━━━ Exercise data

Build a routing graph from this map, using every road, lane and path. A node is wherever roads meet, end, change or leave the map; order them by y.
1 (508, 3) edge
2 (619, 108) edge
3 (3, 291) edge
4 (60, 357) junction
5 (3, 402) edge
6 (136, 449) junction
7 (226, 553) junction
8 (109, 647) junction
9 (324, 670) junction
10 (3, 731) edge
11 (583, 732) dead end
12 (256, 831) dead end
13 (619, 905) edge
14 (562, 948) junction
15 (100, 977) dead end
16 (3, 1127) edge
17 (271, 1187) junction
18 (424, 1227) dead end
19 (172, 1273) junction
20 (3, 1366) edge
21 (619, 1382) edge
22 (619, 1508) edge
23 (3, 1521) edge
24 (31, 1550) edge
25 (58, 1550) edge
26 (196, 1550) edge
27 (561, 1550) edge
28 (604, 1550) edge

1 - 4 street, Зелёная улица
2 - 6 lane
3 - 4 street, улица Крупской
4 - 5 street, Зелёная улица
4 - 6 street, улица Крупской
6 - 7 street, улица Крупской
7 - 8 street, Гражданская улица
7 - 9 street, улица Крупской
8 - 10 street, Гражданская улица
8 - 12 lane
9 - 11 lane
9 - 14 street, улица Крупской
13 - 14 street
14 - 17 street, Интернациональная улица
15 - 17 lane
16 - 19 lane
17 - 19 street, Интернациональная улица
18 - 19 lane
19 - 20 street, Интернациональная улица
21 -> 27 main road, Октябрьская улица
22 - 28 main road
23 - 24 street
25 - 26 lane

━━━━━━

◆ **Action item**:
Copy the entries above exactly. Miss none of them.

◆ **Written response**:
Build a routing graph from this map, using every road, lane and path. A node is wherever roads meet, end, change or leave the map; order them by y.
1 (508, 3) edge
2 (619, 108) edge
3 (3, 291) edge
4 (60, 357) junction
5 (3, 402) edge
6 (136, 449) junction
7 (226, 553) junction
8 (109, 647) junction
9 (324, 670) junction
10 (3, 731) edge
11 (583, 732) dead end
12 (256, 831) dead end
13 (619, 905) edge
14 (562, 948) junction
15 (100, 977) dead end
16 (3, 1127) edge
17 (271, 1187) junction
18 (424, 1227) dead end
19 (172, 1273) junction
20 (3, 1366) edge
21 (619, 1382) edge
22 (619, 1508) edge
23 (3, 1521) edge
24 (31, 1550) edge
25 (58, 1550) edge
26 (196, 1550) edge
27 (561, 1550) edge
28 (604, 1550) edge

1 - 4 street, Зелёная улица
2 - 6 lane
3 - 4 street, улица Крупской
4 - 5 street, Зелёная улица
4 - 6 street, улица Крупской
6 - 7 street, улица Крупской
7 - 8 street, Гражданская улица
7 - 9 street, улица Крупской
8 - 10 street, Гражданская улица
8 - 12 lane
9 - 11 lane
9 - 14 street, улица Крупской
13 - 14 street
14 - 17 street, Интернациональная улица
15 - 17 lane
16 - 19 lane
17 - 19 street, Интернациональная улица
18 - 19 lane
19 - 20 street, Интернациональная улица
21 -> 27 main road, Октябрьская улица
22 - 28 main road
23 - 24 street
25 - 26 lane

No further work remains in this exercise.